### Input records
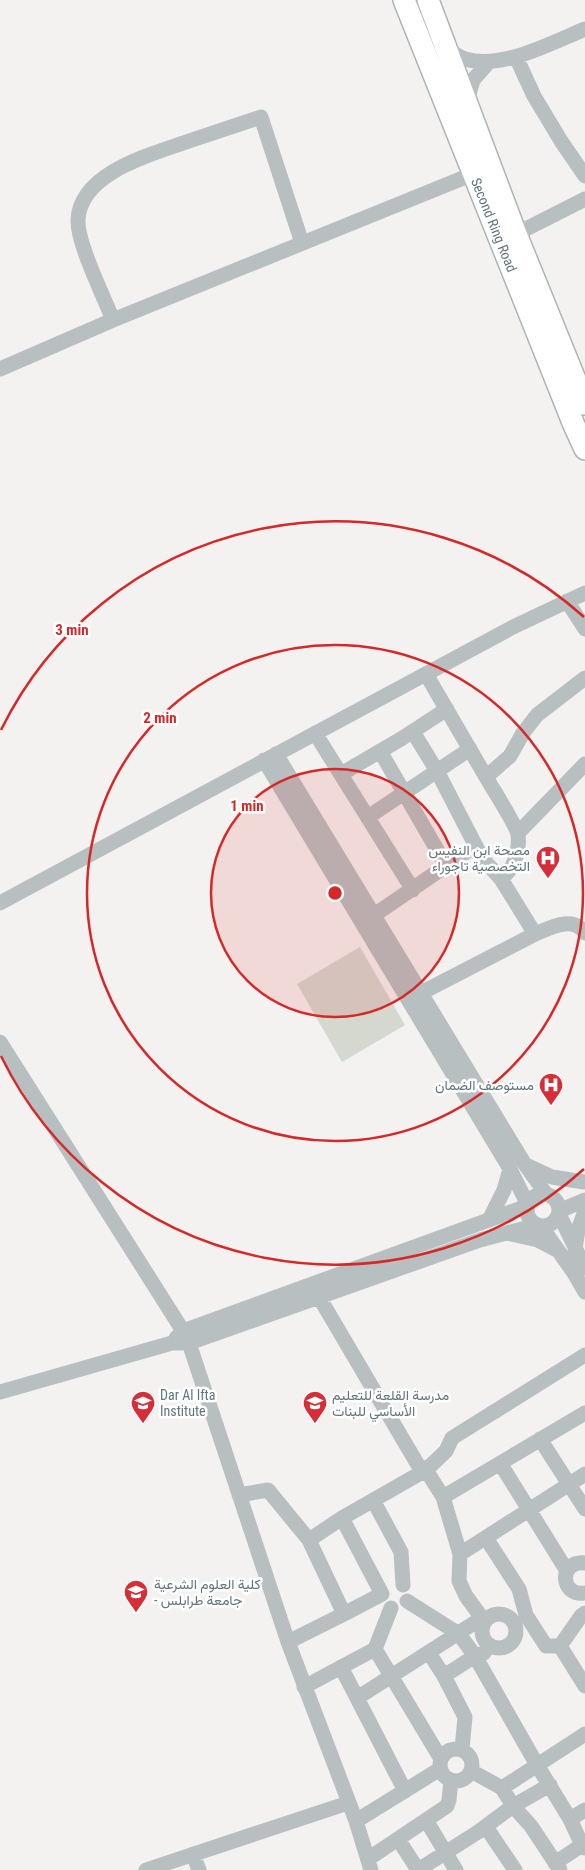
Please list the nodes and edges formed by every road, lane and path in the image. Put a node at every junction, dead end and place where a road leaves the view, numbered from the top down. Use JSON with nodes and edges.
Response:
{"nodes":[{"id":1,"x":404,"y":0,"type":"edge"},
{"id":2,"x":428,"y":0,"type":"edge"},
{"id":3,"x":585,"y":29,"type":"edge"},
{"id":4,"x":445,"y":46,"type":"junction"},
{"id":5,"x":516,"y":56,"type":"junction"},
{"id":6,"x":488,"y":63,"type":"junction"},
{"id":7,"x":466,"y":105,"type":"junction"},
{"id":8,"x":473,"y":174,"type":"junction"},
{"id":9,"x":585,"y":176,"type":"edge"},
{"id":10,"x":585,"y":199,"type":"edge"},
{"id":11,"x":516,"y":234,"type":"junction"},
{"id":12,"x":302,"y":243,"type":"junction"},
{"id":13,"x":113,"y":320,"type":"junction"},
{"id":14,"x":0,"y":369,"type":"edge"},
{"id":15,"x":585,"y":404,"type":"edge"},
{"id":16,"x":585,"y":449,"type":"edge"},
{"id":17,"x":585,"y":593,"type":"edge"},
{"id":18,"x":567,"y":600,"type":"junction"},
{"id":19,"x":585,"y":629,"type":"edge"},
{"id":20,"x":426,"y":674,"type":"junction"},
{"id":21,"x":585,"y":678,"type":"edge"},
{"id":22,"x":447,"y":709,"type":"junction"},
{"id":23,"x":413,"y":732,"type":"junction"},
{"id":24,"x":315,"y":733,"type":"junction"},
{"id":25,"x":470,"y":749,"type":"junction"},
{"id":26,"x":380,"y":751,"type":"junction"},
{"id":27,"x":270,"y":757,"type":"junction"},
{"id":28,"x":585,"y":764,"type":"edge"},
{"id":29,"x":437,"y":771,"type":"junction"},
{"id":30,"x":341,"y":774,"type":"junction"},
{"id":31,"x":486,"y":777,"type":"junction"},
{"id":32,"x":403,"y":794,"type":"junction"},
{"id":33,"x":368,"y":817,"type":"junction"},
{"id":34,"x":518,"y":833,"type":"junction"},
{"id":35,"x":475,"y":846,"type":"junction"},
{"id":36,"x":448,"y":867,"type":"junction"},
{"id":37,"x":501,"y":879,"type":"junction"},
{"id":38,"x":413,"y":890,"type":"junction"},
{"id":39,"x":0,"y":903,"type":"edge"},
{"id":40,"x":369,"y":919,"type":"junction"},
{"id":41,"x":584,"y":930,"type":"edge"},
{"id":42,"x":534,"y":934,"type":"junction"},
{"id":43,"x":421,"y":993,"type":"junction"},
{"id":44,"x":0,"y":1042,"type":"edge"},
{"id":45,"x":461,"y":1074,"type":"junction"},
{"id":46,"x":517,"y":1166,"type":"junction"},
{"id":47,"x":584,"y":1182,"type":"edge"},
{"id":48,"x":548,"y":1194,"type":"junction"},
{"id":49,"x":585,"y":1200,"type":"edge"},
{"id":50,"x":527,"y":1204,"type":"junction"},
{"id":51,"x":585,"y":1211,"type":"edge"},
{"id":52,"x":559,"y":1213,"type":"junction"},
{"id":53,"x":489,"y":1220,"type":"junction"},
{"id":54,"x":539,"y":1226,"type":"junction"},
{"id":55,"x":505,"y":1233,"type":"junction"},
{"id":56,"x":575,"y":1249,"type":"junction"},
{"id":57,"x":559,"y":1251,"type":"junction"},
{"id":58,"x":585,"y":1268,"type":"edge"},
{"id":59,"x":585,"y":1292,"type":"edge"},
{"id":60,"x":319,"y":1297,"type":"junction"},
{"id":61,"x":224,"y":1324,"type":"junction"},
{"id":62,"x":186,"y":1337,"type":"junction"},
{"id":63,"x":585,"y":1355,"type":"edge"},
{"id":64,"x":0,"y":1392,"type":"edge"},
{"id":65,"x":585,"y":1413,"type":"edge"},
{"id":66,"x":540,"y":1439,"type":"junction"},
{"id":67,"x":500,"y":1463,"type":"junction"},
{"id":68,"x":426,"y":1470,"type":"junction"},
{"id":69,"x":585,"y":1474,"type":"edge"},
{"id":70,"x":569,"y":1484,"type":"junction"},
{"id":71,"x":240,"y":1495,"type":"junction"},
{"id":72,"x":443,"y":1497,"type":"junction"},
{"id":73,"x":373,"y":1500,"type":"junction"},
{"id":74,"x":585,"y":1509,"type":"edge"},
{"id":75,"x":529,"y":1510,"type":"junction"},
{"id":76,"x":342,"y":1518,"type":"junction"},
{"id":77,"x":486,"y":1538,"type":"junction"},
{"id":78,"x":308,"y":1540,"type":"junction"},
{"id":79,"x":460,"y":1554,"type":"junction"},
{"id":80,"x":585,"y":1563,"type":"edge"},
{"id":81,"x":567,"y":1571,"type":"junction"},
{"id":82,"x":403,"y":1585,"type":"junction"},
{"id":83,"x":585,"y":1593,"type":"edge"},
{"id":84,"x":382,"y":1594,"type":"junction"},
{"id":85,"x":407,"y":1601,"type":"junction"},
{"id":86,"x":391,"y":1608,"type":"junction"},
{"id":87,"x":585,"y":1613,"type":"edge"},
{"id":88,"x":344,"y":1614,"type":"junction"},
{"id":89,"x":520,"y":1618,"type":"junction"},
{"id":90,"x":483,"y":1619,"type":"junction"},
{"id":91,"x":459,"y":1634,"type":"junction"},
{"id":92,"x":288,"y":1642,"type":"junction"},
{"id":93,"x":560,"y":1646,"type":"junction"},
{"id":94,"x":375,"y":1648,"type":"junction"},
{"id":95,"x":496,"y":1648,"type":"junction"},
{"id":96,"x":429,"y":1653,"type":"junction"},
{"id":97,"x":475,"y":1656,"type":"junction"},
{"id":98,"x":340,"y":1667,"type":"junction"},
{"id":99,"x":392,"y":1676,"type":"junction"},
{"id":100,"x":444,"y":1676,"type":"junction"},
{"id":101,"x":584,"y":1680,"type":"edge"},
{"id":102,"x":304,"y":1687,"type":"junction"},
{"id":103,"x":357,"y":1698,"type":"junction"},
{"id":104,"x":585,"y":1734,"type":"edge"},
{"id":105,"x":462,"y":1750,"type":"junction"},
{"id":106,"x":537,"y":1765,"type":"junction"},
{"id":107,"x":444,"y":1769,"type":"junction"},
{"id":108,"x":471,"y":1770,"type":"junction"},
{"id":109,"x":550,"y":1785,"type":"junction"},
{"id":110,"x":502,"y":1788,"type":"junction"},
{"id":111,"x":405,"y":1791,"type":"junction"},
{"id":112,"x":348,"y":1803,"type":"junction"},
{"id":113,"x":513,"y":1806,"type":"junction"},
{"id":114,"x":585,"y":1810,"type":"edge"},
{"id":115,"x":570,"y":1819,"type":"junction"},
{"id":116,"x":426,"y":1820,"type":"junction"},
{"id":117,"x":356,"y":1822,"type":"junction"},
{"id":118,"x":486,"y":1827,"type":"junction"},
{"id":119,"x":398,"y":1839,"type":"junction"},
{"id":120,"x":584,"y":1846,"type":"edge"},
{"id":121,"x":446,"y":1852,"type":"junction"},
{"id":122,"x":193,"y":1854,"type":"junction"},
{"id":123,"x":369,"y":1864,"type":"edge"},
{"id":124,"x":558,"y":1867,"type":"edge"},
{"id":125,"x":146,"y":1870,"type":"edge"},
{"id":126,"x":199,"y":1870,"type":"edge"},
{"id":127,"x":418,"y":1870,"type":"edge"},
{"id":128,"x":456,"y":1870,"type":"edge"},
{"id":129,"x":514,"y":1870,"type":"edge"}],
"edges":[{"from":1,"to":8,"type":"highway","name":"Second Ring Road"},
{"from":2,"to":4,"type":"highway","name":"Second Ring Road"},
{"from":3,"to":5,"type":"street"},
{"from":4,"to":6,"type":"street"},
{"from":4,"to":7,"type":"highway","name":"Second Ring Road"},
{"from":5,"to":6,"type":"street"},
{"from":5,"to":9,"type":"street"},
{"from":6,"to":7,"type":"street"},
{"from":7,"to":11,"type":"highway","name":"Second Ring Road"},
{"from":8,"to":12,"type":"street"},
{"from":8,"to":16,"type":"highway","name":"Second Ring Road"},
{"from":10,"to":11,"type":"street"},
{"from":11,"to":15,"type":"highway","name":"Second Ring Road"},
{"from":12,"to":13,"type":"street"},
{"from":12,"to":13,"type":"street"},
{"from":13,"to":14,"type":"street"},
{"from":17,"to":18,"type":"street"},
{"from":18,"to":19,"type":"street"},
{"from":18,"to":20,"type":"street"},
{"from":20,"to":22,"type":"street"},
{"from":20,"to":24,"type":"street"},
{"from":21,"to":31,"type":"street"},
{"from":22,"to":23,"type":"street"},
{"from":22,"to":25,"type":"street"},
{"from":23,"to":26,"type":"street"},
{"from":23,"to":29,"type":"street"},
{"from":24,"to":27,"type":"street"},
{"from":24,"to":30,"type":"street"},
{"from":25,"to":29,"type":"street"},
{"from":25,"to":31,"type":"street"},
{"from":26,"to":30,"type":"street"},
{"from":26,"to":32,"type":"street"},
{"from":27,"to":39,"type":"street"},
{"from":27,"to":40,"type":"street"},
{"from":28,"to":34,"type":"street"},
{"from":29,"to":32,"type":"street"},
{"from":29,"to":35,"type":"street"},
{"from":30,"to":33,"type":"street"},
{"from":31,"to":34,"type":"street"},
{"from":32,"to":33,"type":"street"},
{"from":32,"to":36,"type":"street"},
{"from":33,"to":38,"type":"street"},
{"from":34,"to":37,"type":"street"},
{"from":35,"to":36,"type":"street"},
{"from":35,"to":37,"type":"street"},
{"from":36,"to":38,"type":"street"},
{"from":37,"to":42,"type":"street"},
{"from":38,"to":40,"type":"street"},
{"from":40,"to":43,"type":"street"},
{"from":40,"to":45,"type":"street"},
{"from":41,"to":42,"type":"street"},
{"from":42,"to":43,"type":"street"},
{"from":43,"to":45,"type":"street"},
{"from":44,"to":62,"type":"street"},
{"from":45,"to":46,"type":"street"},
{"from":46,"to":47,"type":"street"},
{"from":46,"to":48,"type":"street"},
{"from":46,"to":50,"type":"street"},
{"from":46,"to":53,"type":"street"},
{"from":47,"to":48,"type":"street"},
{"from":48,"to":50,"type":"street"},
{"from":48,"to":52,"type":"street"},
{"from":49,"to":52,"type":"street"},
{"from":50,"to":53,"type":"street"},
{"from":50,"to":54,"type":"street"},
{"from":51,"to":56,"type":"street"},
{"from":52,"to":54,"type":"street"},
{"from":52,"to":56,"type":"street"},
{"from":53,"to":61,"type":"street"},
{"from":54,"to":55,"type":"street"},
{"from":54,"to":57,"type":"street"},
{"from":55,"to":57,"type":"street"},
{"from":55,"to":60,"type":"street"},
{"from":56,"to":58,"type":"street"},
{"from":57,"to":59,"type":"street"},
{"from":60,"to":61,"type":"street"},
{"from":60,"to":68,"type":"street"},
{"from":61,"to":62,"type":"street"},
{"from":62,"to":64,"type":"street"},
{"from":62,"to":71,"type":"street"},
{"from":63,"to":68,"type":"street"},
{"from":65,"to":66,"type":"street"},
{"from":66,"to":67,"type":"street"},
{"from":66,"to":70,"type":"street"},
{"from":67,"to":72,"type":"street"},
{"from":67,"to":75,"type":"street"},
{"from":68,"to":72,"type":"street"},
{"from":68,"to":73,"type":"street"},
{"from":69,"to":70,"type":"street"},
{"from":70,"to":74,"type":"street"},
{"from":70,"to":75,"type":"street"},
{"from":71,"to":78,"type":"street"},
{"from":71,"to":92,"type":"street"},
{"from":72,"to":79,"type":"street"},
{"from":73,"to":76,"type":"street"},
{"from":73,"to":82,"type":"street"},
{"from":75,"to":77,"type":"street"},
{"from":75,"to":81,"type":"street"},
{"from":76,"to":78,"type":"street"},
{"from":76,"to":84,"type":"street"},
{"from":77,"to":79,"type":"street"},
{"from":77,"to":89,"type":"street"},
{"from":78,"to":88,"type":"street"},
{"from":79,"to":90,"type":"street"},
{"from":80,"to":81,"type":"street"},
{"from":81,"to":83,"type":"street"},
{"from":82,"to":84,"type":"street"},
{"from":82,"to":85,"type":"street"},
{"from":84,"to":86,"type":"street"},
{"from":84,"to":88,"type":"street"},
{"from":85,"to":86,"type":"street"},
{"from":85,"to":91,"type":"street"},
{"from":86,"to":94,"type":"street"},
{"from":87,"to":93,"type":"street"},
{"from":88,"to":92,"type":"street"},
{"from":89,"to":90,"type":"street"},
{"from":89,"to":93,"type":"street"},
{"from":89,"to":95,"type":"street"},
{"from":90,"to":91,"type":"street"},
{"from":90,"to":95,"type":"street"},
{"from":91,"to":96,"type":"street"},
{"from":91,"to":97,"type":"street"},
{"from":92,"to":102,"type":"street"},
{"from":93,"to":101,"type":"street"},
{"from":94,"to":98,"type":"street"},
{"from":94,"to":99,"type":"street"},
{"from":95,"to":97,"type":"street"},
{"from":96,"to":99,"type":"street"},
{"from":96,"to":100,"type":"street"},
{"from":97,"to":100,"type":"street"},
{"from":97,"to":106,"type":"street"},
{"from":98,"to":102,"type":"street"},
{"from":98,"to":103,"type":"street"},
{"from":99,"to":103,"type":"street"},
{"from":99,"to":107,"type":"street"},
{"from":100,"to":105,"type":"street"},
{"from":102,"to":112,"type":"street"},
{"from":103,"to":111,"type":"street"},
{"from":104,"to":106,"type":"street"},
{"from":105,"to":107,"type":"street"},
{"from":105,"to":108,"type":"street"},
{"from":106,"to":109,"type":"street"},
{"from":106,"to":110,"type":"street"},
{"from":107,"to":108,"type":"street"},
{"from":107,"to":111,"type":"street"},
{"from":107,"to":116,"type":"street"},
{"from":108,"to":110,"type":"street"},
{"from":109,"to":113,"type":"street"},
{"from":109,"to":115,"type":"street"},
{"from":110,"to":113,"type":"street"},
{"from":111,"to":117,"type":"street"},
{"from":112,"to":117,"type":"street"},
{"from":112,"to":122,"type":"street"},
{"from":113,"to":118,"type":"street"},
{"from":113,"to":124,"type":"street"},
{"from":114,"to":115,"type":"street"},
{"from":115,"to":120,"type":"street"},
{"from":116,"to":119,"type":"street"},
{"from":116,"to":121,"type":"street"},
{"from":117,"to":123,"type":"street"},
{"from":118,"to":121,"type":"street"},
{"from":118,"to":129,"type":"street"},
{"from":119,"to":123,"type":"street"},
{"from":119,"to":127,"type":"street"},
{"from":120,"to":124,"type":"street"},
{"from":121,"to":127,"type":"street"},
{"from":121,"to":128,"type":"street"},
{"from":122,"to":125,"type":"street"},
{"from":122,"to":126,"type":"street"}]}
######
*Your instructions*
Give back every line of the listing where the word "Second" shows up.

*Answer space*
"edges":[{"from":1,"to":8,"type":"highway","name":"Second Ring Road"},
{"from":2,"to":4,"type":"highway","name":"Second Ring Road"},
{"from":4,"to":7,"type":"highway","name":"Second Ring Road"},
{"from":7,"to":11,"type":"highway","name":"Second Ring Road"},
{"from":8,"to":16,"type":"highway","name":"Second Ring Road"},
{"from":11,"to":15,"type":"highway","name":"Second Ring Road"},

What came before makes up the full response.